Israeli actress (born 1970)

Alma Zack (עלמה זק; born 21 November 1970) is an Israeli actress.

==Biography==
Zack was born in Tel Aviv, Israel, in 1970 and grew up in Ramat Aviv. Her father is pianist Yonatan Zack and her mother is Adi Etzion, an actress and singer. She has a twin brother, Yoram, and an older brother, Dudi.

She attended the Herzliya Hebrew High School and served in the Israel Defense Forces as a psychotechnician. After her service, she studied acting at the Tel Aviv University, where her father taught music. She then worked as a flight attendant in El Al for a year. She played in a series and was an understudy in a play in the Gesher Theater.

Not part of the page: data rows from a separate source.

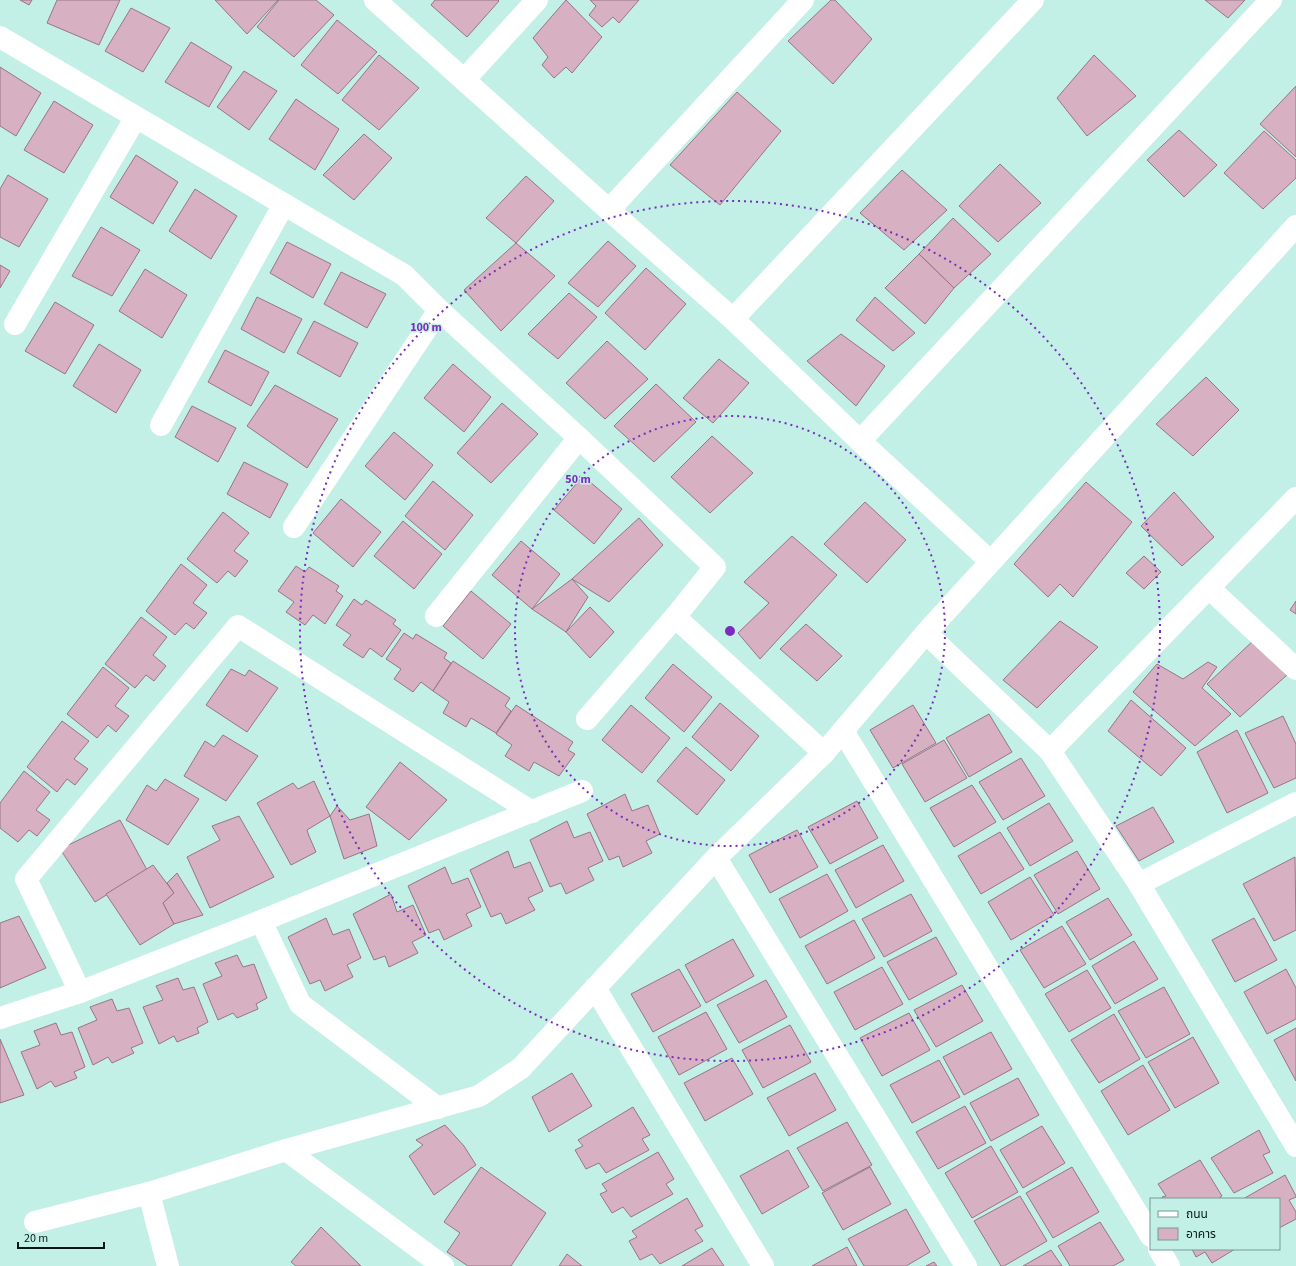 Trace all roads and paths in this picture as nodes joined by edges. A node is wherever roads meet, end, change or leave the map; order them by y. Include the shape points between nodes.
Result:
1 (375, 0) edge
2 (537, 0) edge
3 (803, 0) edge
4 (1033, 0) edge
5 (1271, 0) edge
6 (0, 37) edge
7 (464, 80) junction
8 (136, 117) junction
9 (284, 204) junction
10 (609, 210) junction
11 (1296, 226) edge
12 (439, 310) junction
13 (733, 319) junction
14 (15, 324) dead end
15 (161, 425) dead end
16 (579, 438) junction
17 (860, 441) junction
18 (1296, 498) edge
19 (294, 527) dead end
20 (990, 561) junction
21 (1209, 588) junction
22 (436, 616) dead end
23 (675, 617) junction
24 (926, 633) junction
25 (1296, 669) edge
26 (587, 719) dead end
27 (843, 731) junction
28 (1050, 751) junction
29 (824, 753) junction
30 (582, 791) dead end
31 (1296, 803) edge
32 (532, 812) junction
33 (716, 858) junction
34 (1139, 884) junction
35 (261, 921) junction
36 (595, 988) junction
37 (80, 992) junction
38 (0, 1018) edge
39 (438, 1108) junction
40 (1296, 1146) edge
41 (286, 1150) junction
42 (149, 1193) junction
43 (35, 1222) dead end
44 (1150, 1234) edge
45 (1160, 1250) edge
46 (168, 1266) edge
47 (443, 1266) edge
48 (764, 1266) edge
49 (966, 1266) edge
50 (1169, 1266) edge

1 - 7 street
2 - 7 street
3 - 10 street
4 - 13 street
5 - 17 street
6 - 8 street
7 - 10 street
8 - 9 street
8 - 14 street
9 - 12 street via 404,275
9 - 15 street
10 - 13 street
11 - 20 street
12 - 16 street
12 - 19 street
13 - 17 street
16 - 22 street
16 - 23 street via 715,567
17 - 20 street
18 - 21 street
20 - 24 street
21 - 25 street
21 - 28 street
23 - 26 street
23 - 29 street
24 - 27 street
24 - 28 street
27 - 29 street
27 - 44 street
28 - 34 street
29 - 33 street
30 - 32 street
31 - 34 street
32 - 35 street
32 - 37 street via 238,626 26,879
33 - 36 street
33 - 49 street
34 - 40 street
35 - 37 street
35 - 39 street via 300,1004
36 - 39 street via 521,1068 479,1096
36 - 48 street
37 - 38 street
39 - 41 street
41 - 42 street
41 - 47 street
42 - 43 street
42 - 46 street
45 - 50 street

In 2002, she had a role in the film The Wisdom of the Pretzel. She was auditioning for a program on Channel 1 when she was discovered by the editor of Eretz Nehederet, and joined the cast. In 2005 she joined the cast of Betipul, for which she shared the Israeli Television Award for best actress with Assi Levy (also for Betipul) in 2008. She also starred in the series I Didn't Promise You and Until the Wedding, and had a guest appearance on Mesudarim. In 2006 she sang on a Teapacks album.

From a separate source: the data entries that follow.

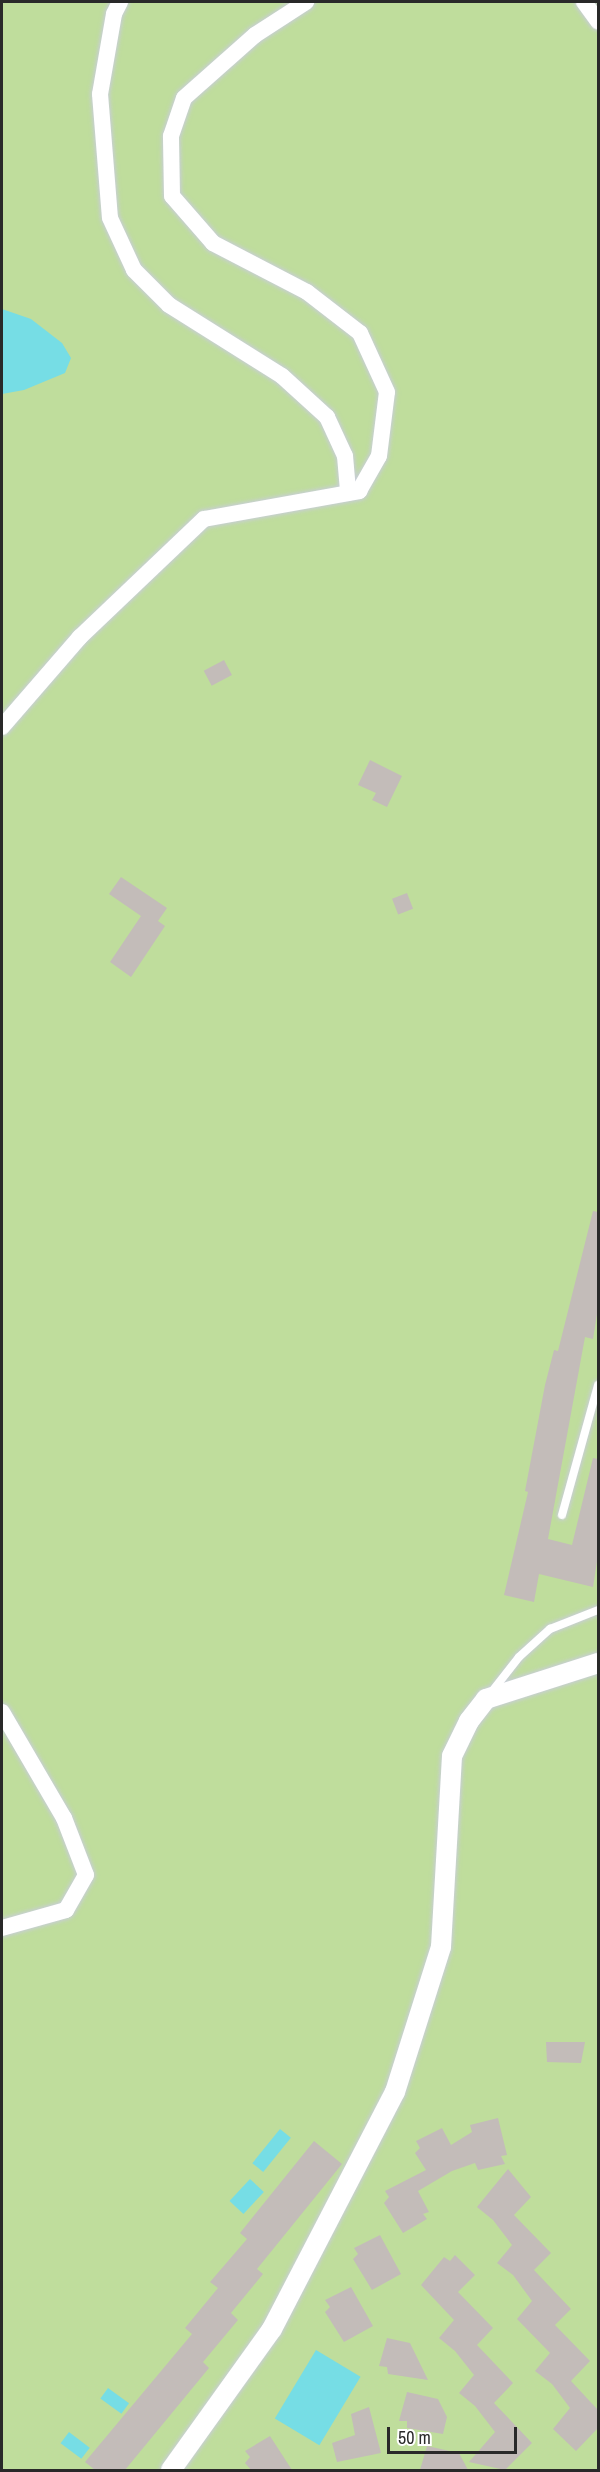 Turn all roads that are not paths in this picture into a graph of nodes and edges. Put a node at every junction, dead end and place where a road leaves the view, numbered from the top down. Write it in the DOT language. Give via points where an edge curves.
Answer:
graph roads {
  1 [pos="120,2"];
  2 [pos="306,2"];
  3 [pos="584,2"];
  4 [pos="598,21"];
  5 [pos="348,493"];
  6 [pos="2,727"];
  7 [pos="598,1385"];
  8 [pos="562,1515"];
  9 [pos="598,1610"];
  10 [pos="598,1663"];
  11 [pos="486,1699"];
  12 [pos="2,1712"];
  13 [pos="2,1928"];
  14 [pos="171,2470"];
  1 -- 5 [label="street" via="114,14 100,94 110,218 134,270 169,305 282,376 327,417 345,456"];
  2 -- 5 [label="street" via="255,35 183,98 171,136 172,196 213,243 307,292 360,333 387,392 379,456 359,491"];
  3 -- 4 [label="street"];
  5 -- 6 [label="street" via="204,519 80,637"];
  7 -- 8 [label="lane"];
  9 -- 11 [label="lane" via="550,1629 519,1657"];
  10 -- 11 [label="street"];
  11 -- 14 [label="street" via="469,1721 452,1756 441,1947 395,2092 272,2329"];
  12 -- 13 [label="street" via="64,1818 86,1875 66,1910"];
}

In 2011 she played Ayelet in the Israeli television show Yellow Peppers.

== Filmography ==

- Chartzufim (1998)
- Shemesh (1998)
- Eretz Ktana Ish Gadol (1998)
- Ha'matzav (2001)
- Ha-Chaim Ze Lo Hacol (2001)
- The Wisdom of the Pretzel (2002)
- Eretz Nehederet (2003-present)
- BeTipul (2005)
- I Didn't Promise You
- Until the Wedding
- Mesudarim (2007)
- Yellow Peppers (2011)
- Life is a Tough Period (2024)

== Personal life ==
Her partner until 2023 is actor Alon Neumann, They have two daughters.